Activity:
The response must contain every line below in which "where" appears.

○ ○ ○

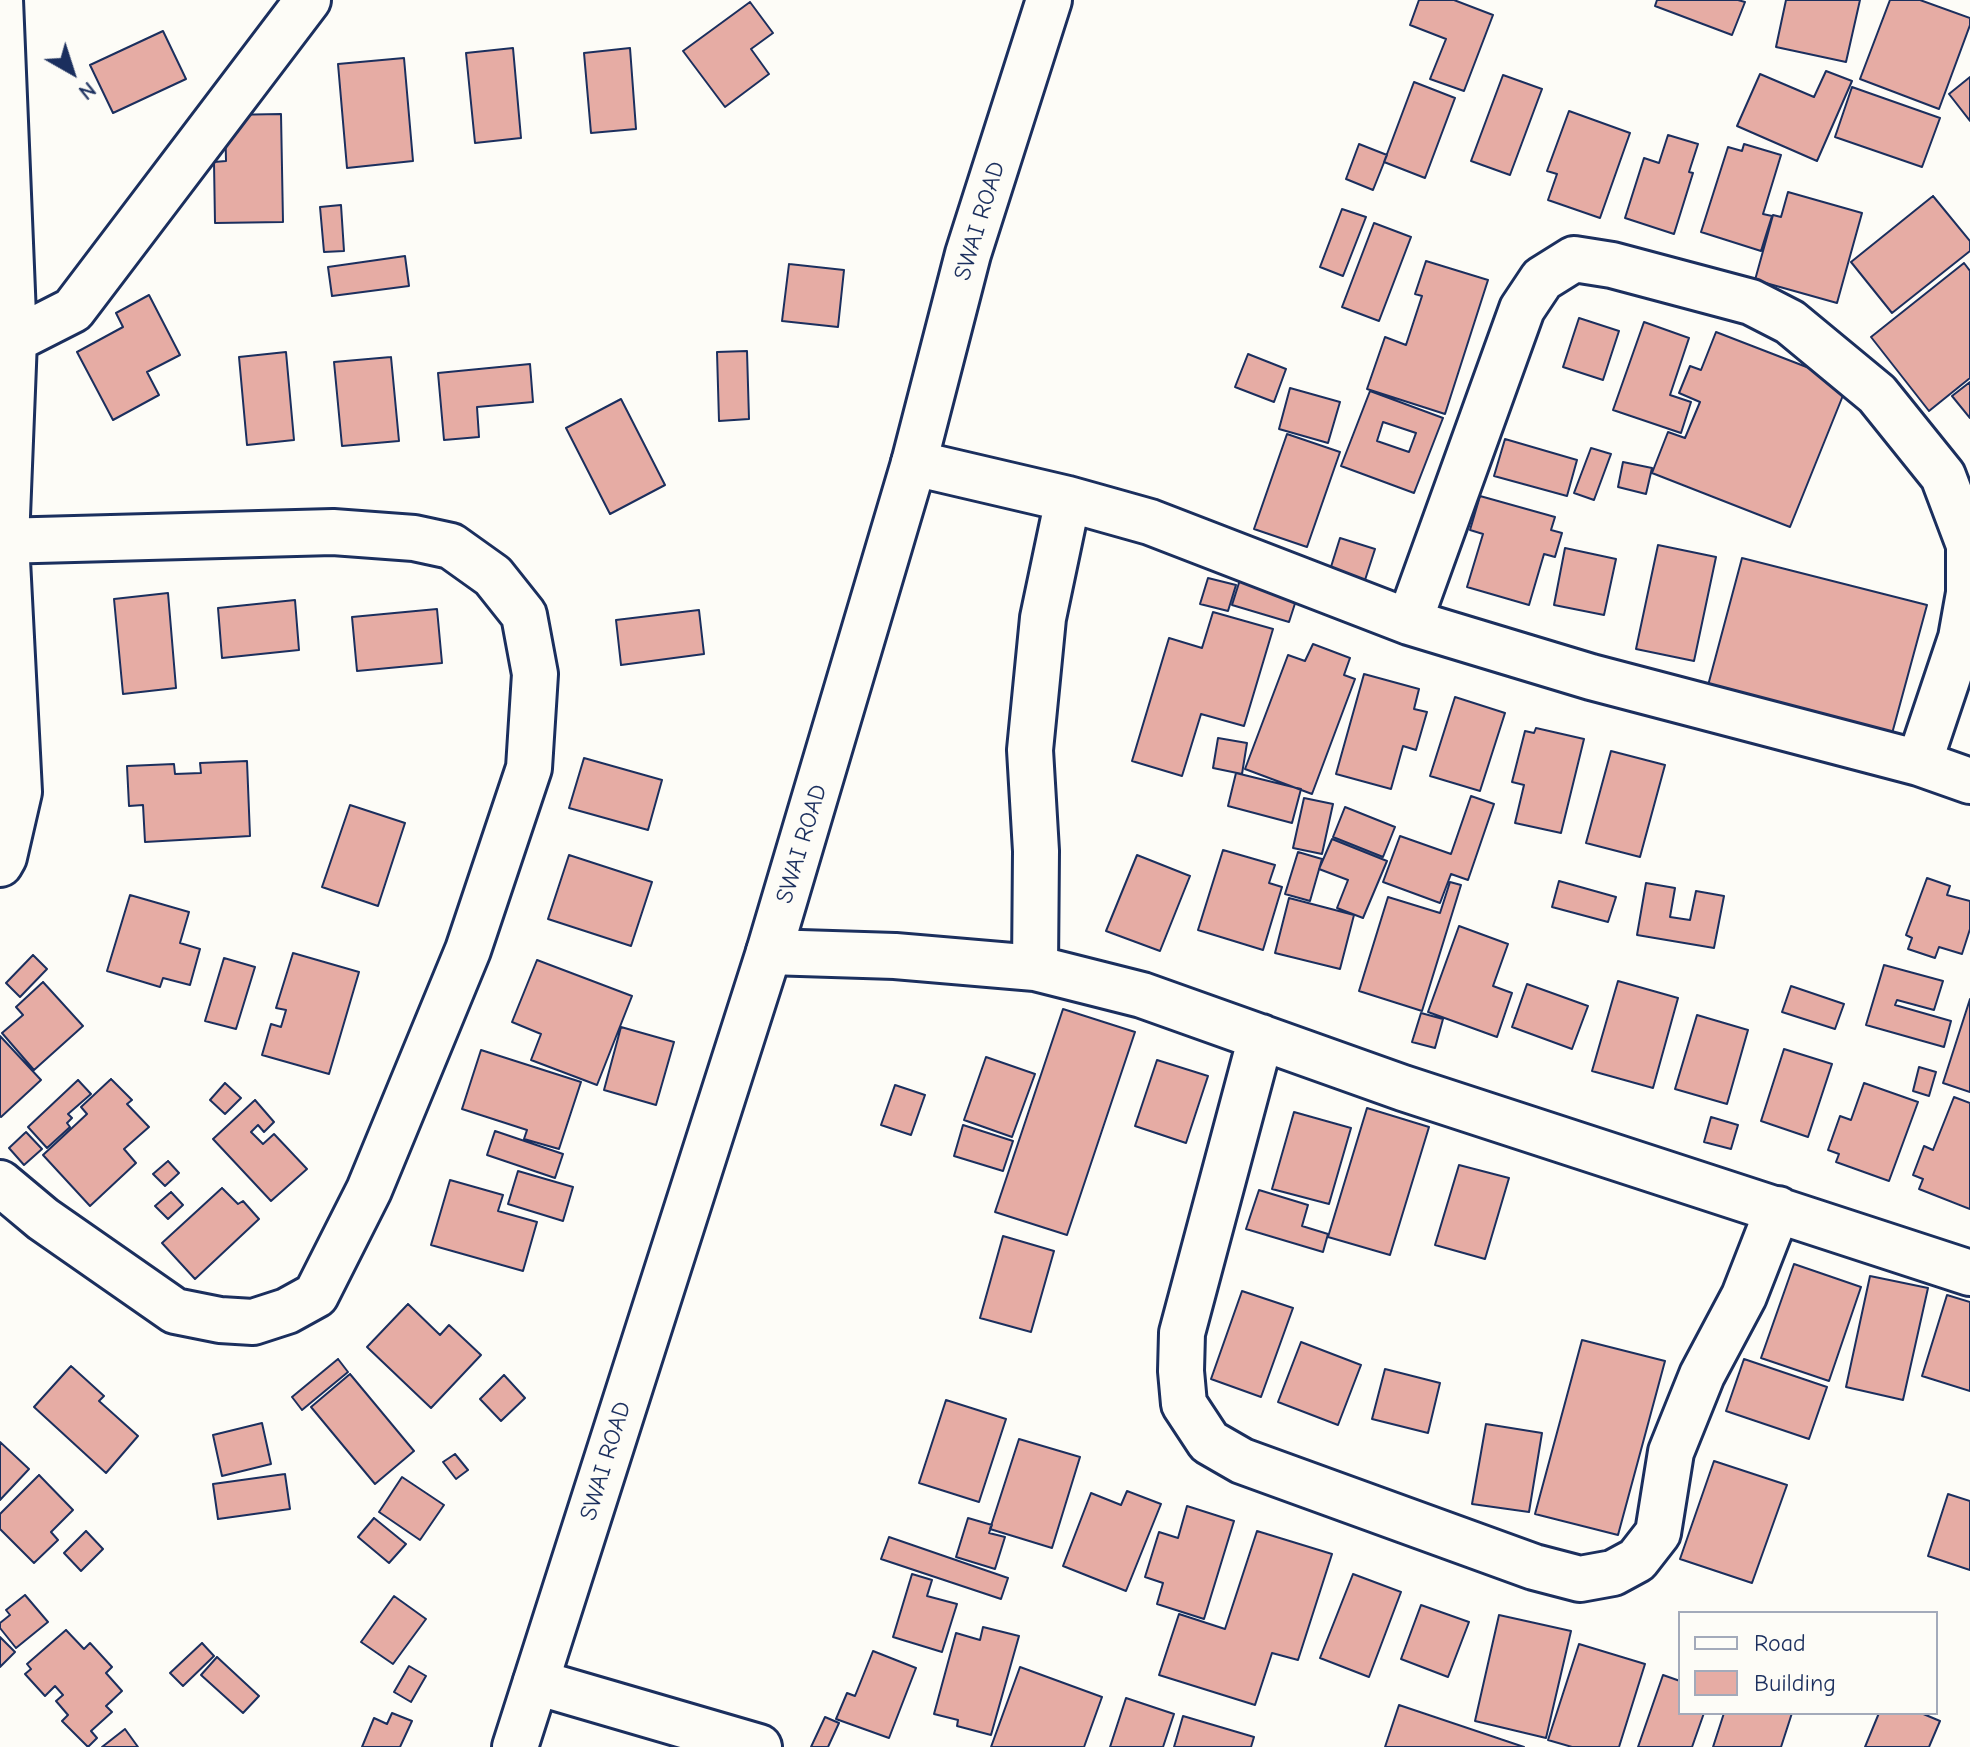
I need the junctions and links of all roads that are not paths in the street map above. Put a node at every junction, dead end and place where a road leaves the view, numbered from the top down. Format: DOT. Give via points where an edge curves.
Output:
graph roads {
  1 [pos="0,0"];
  2 [pos="308,0"];
  3 [pos="1049,0"];
  4 [pos="6,295"];
  5 [pos="14,340"];
  6 [pos="914,463"];
  7 [pos="1068,499"];
  8 [pos="3,541"];
  9 [pos="1409,622"];
  10 [pos="1919,763"];
  11 [pos="1970,781"];
  12 [pos="0,864"];
  13 [pos="769,952"];
  14 [pos="1035,968"];
  15 [pos="1261,1037"];
  16 [pos="0,1183"];
  17 [pos="1778,1209"];
  18 [pos="1970,1273"];
  19 [pos="536,1682"];
  20 [pos="515,1747"];
  21 [pos="759,1747"];
  1 -- 4 [label="street"];
  2 -- 5 [label="street" via="73,310"];
  3 -- 6 [label="street, SWAI ROAD" via="968,254"];
  4 -- 5 [label="street"];
  5 -- 8 [label="street"];
  6 -- 7 [label="street"];
  6 -- 13 [label="street, SWAI ROAD"];
  7 -- 9 [label="street" via="1150,522"];
  7 -- 14 [label="street" via="1043,618 1030,750"];
  8 -- 12 [label="street" via="19,792"];
  8 -- 16 [label="street" via="333,532 451,546 493,576 524,615 535,674 529,768 468,950 369,1190 316,1295 253,1322 175,1311"];
  9 -- 10 [label="street" via="1591,677"];
  9 -- 10 [label="street" via="1522,309 1542,279 1574,259 1751,302 1790,322 1877,394 1943,476 1969,545 1969,593 1961,638"];
  10 -- 11 [label="street"];
  13 -- 14 [label="street"];
  13 -- 19 [label="street, SWAI ROAD"];
  14 -- 15 [label="street" via="1142,995"];
  15 -- 17 [label="street"];
  15 -- 17 [label="street" via="1182,1333 1184,1404 1209,1442 1242,1461 1534,1567 1580,1579 1613,1573 1637,1560 1658,1533 1671,1452"];
  17 -- 18 [label="street"];
  19 -- 20 [label="street, SWAI ROAD"];
  19 -- 21 [label="street"];
}
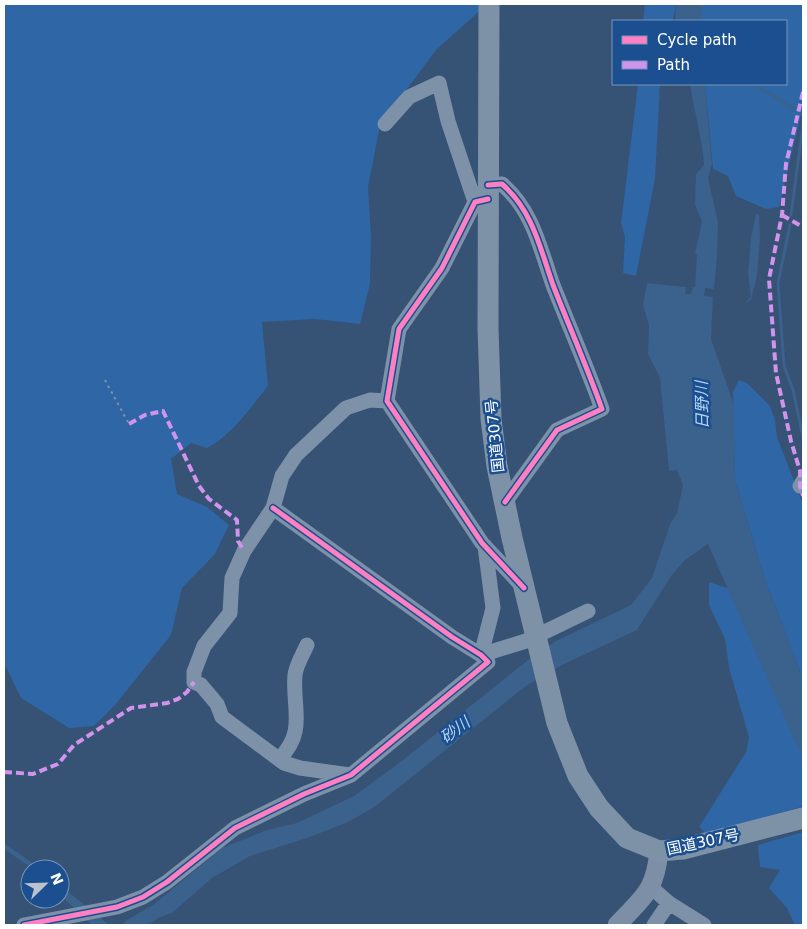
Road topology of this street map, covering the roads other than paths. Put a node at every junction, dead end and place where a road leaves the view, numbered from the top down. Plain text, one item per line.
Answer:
1 (489, 4) edge
2 (385, 124) dead end
3 (483, 195) junction
4 (387, 401) junction
5 (505, 502) junction
6 (273, 508) junction
7 (485, 546) junction
8 (524, 588) junction
9 (588, 611) dead end
10 (534, 642) junction
11 (307, 645) dead end
12 (485, 658) junction
13 (279, 759) junction
14 (351, 775) junction
15 (803, 818) edge
16 (659, 851) junction
17 (652, 888) junction
18 (668, 903) junction
19 (63, 921) edge
20 (24, 925) edge
21 (617, 925) edge
22 (654, 925) edge
23 (704, 925) edge

1 - 3 highway, 国道307号
2 - 3 street
3 - 4 street
3 - 5 highway, 国道307号
3 - 5 street
4 - 6 street
4 - 7 street
5 - 8 highway, 国道307号
6 - 12 street
6 - 13 street
7 - 8 street
7 - 12 street
8 - 10 highway, 国道307号
9 - 10 street
10 - 12 street
10 - 16 highway, 国道307号
11 - 13 street
12 - 14 street
13 - 14 street
14 - 19 street
15 - 16 highway, 国道307号
16 - 17 main road
17 - 18 street
17 - 21 main road
18 - 22 street
18 - 23 street
19 - 20 street

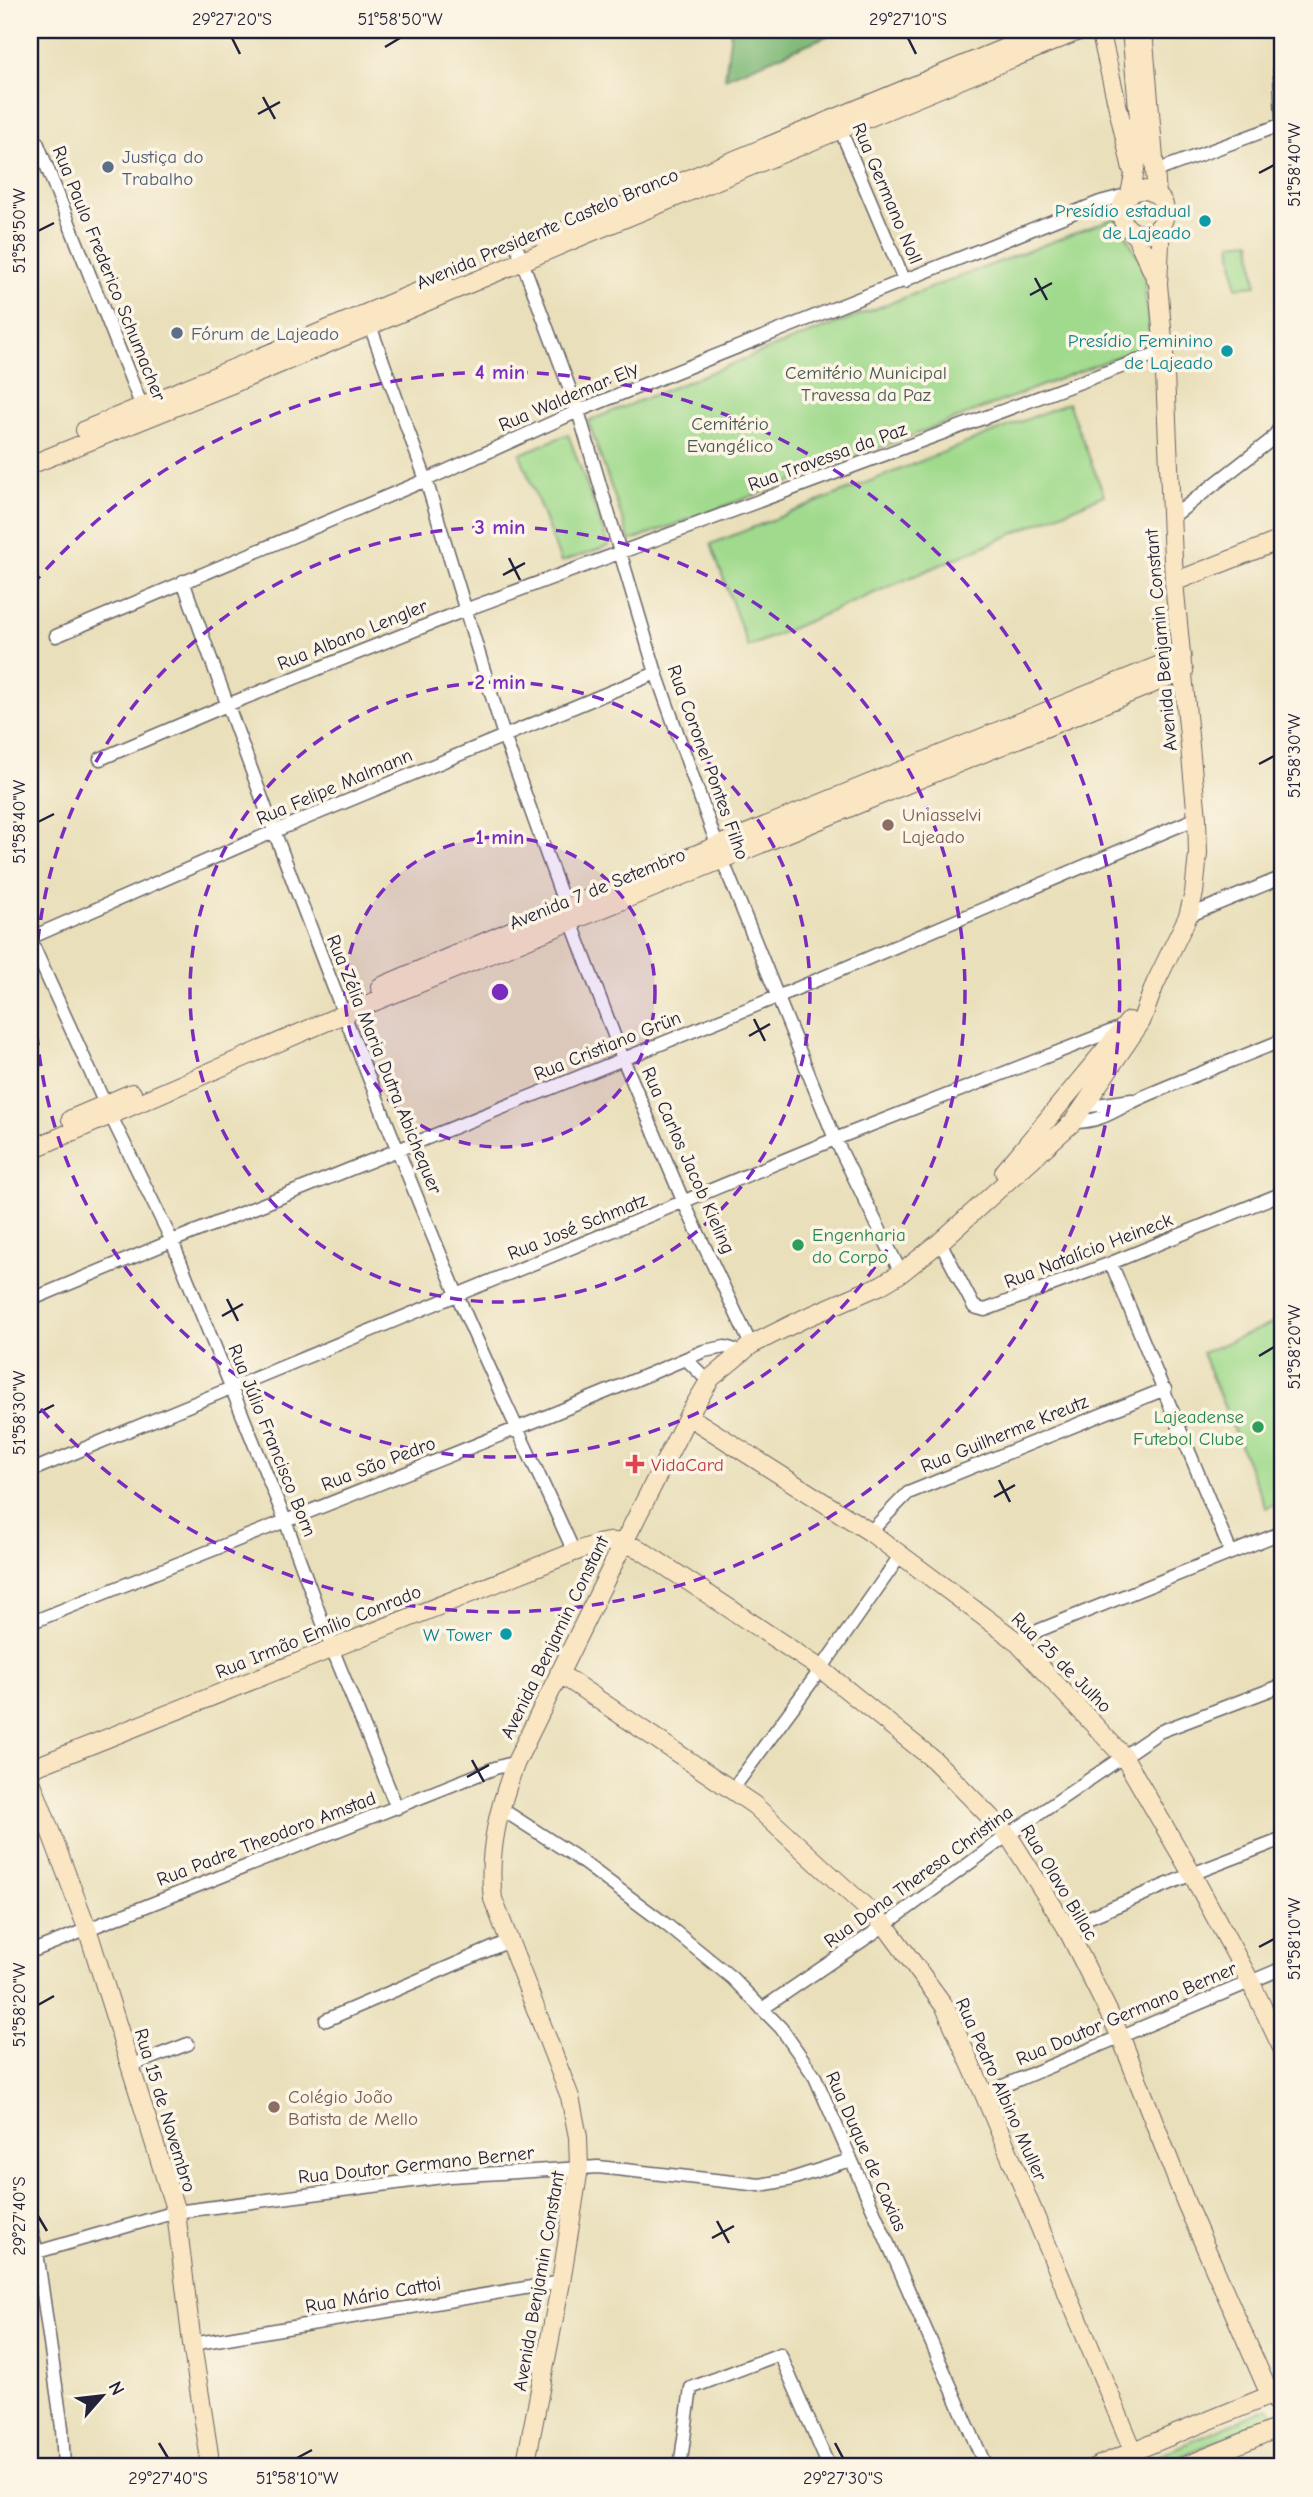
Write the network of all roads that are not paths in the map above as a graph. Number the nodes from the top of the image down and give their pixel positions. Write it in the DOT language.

○ ○ ○

Answer box:
I need the junctions and links of all roads that are not paths in the street map above. Put a node at every junction, dead end and place where a road leaves the view, numbered from the top down. Format: DOT. Give via points where an edge curves.
Road topology of this street map, covering the roads other than paths. Put a node at every junction, dead end and place where a road leaves the view, numbered from the top down. Plain text, one item per line.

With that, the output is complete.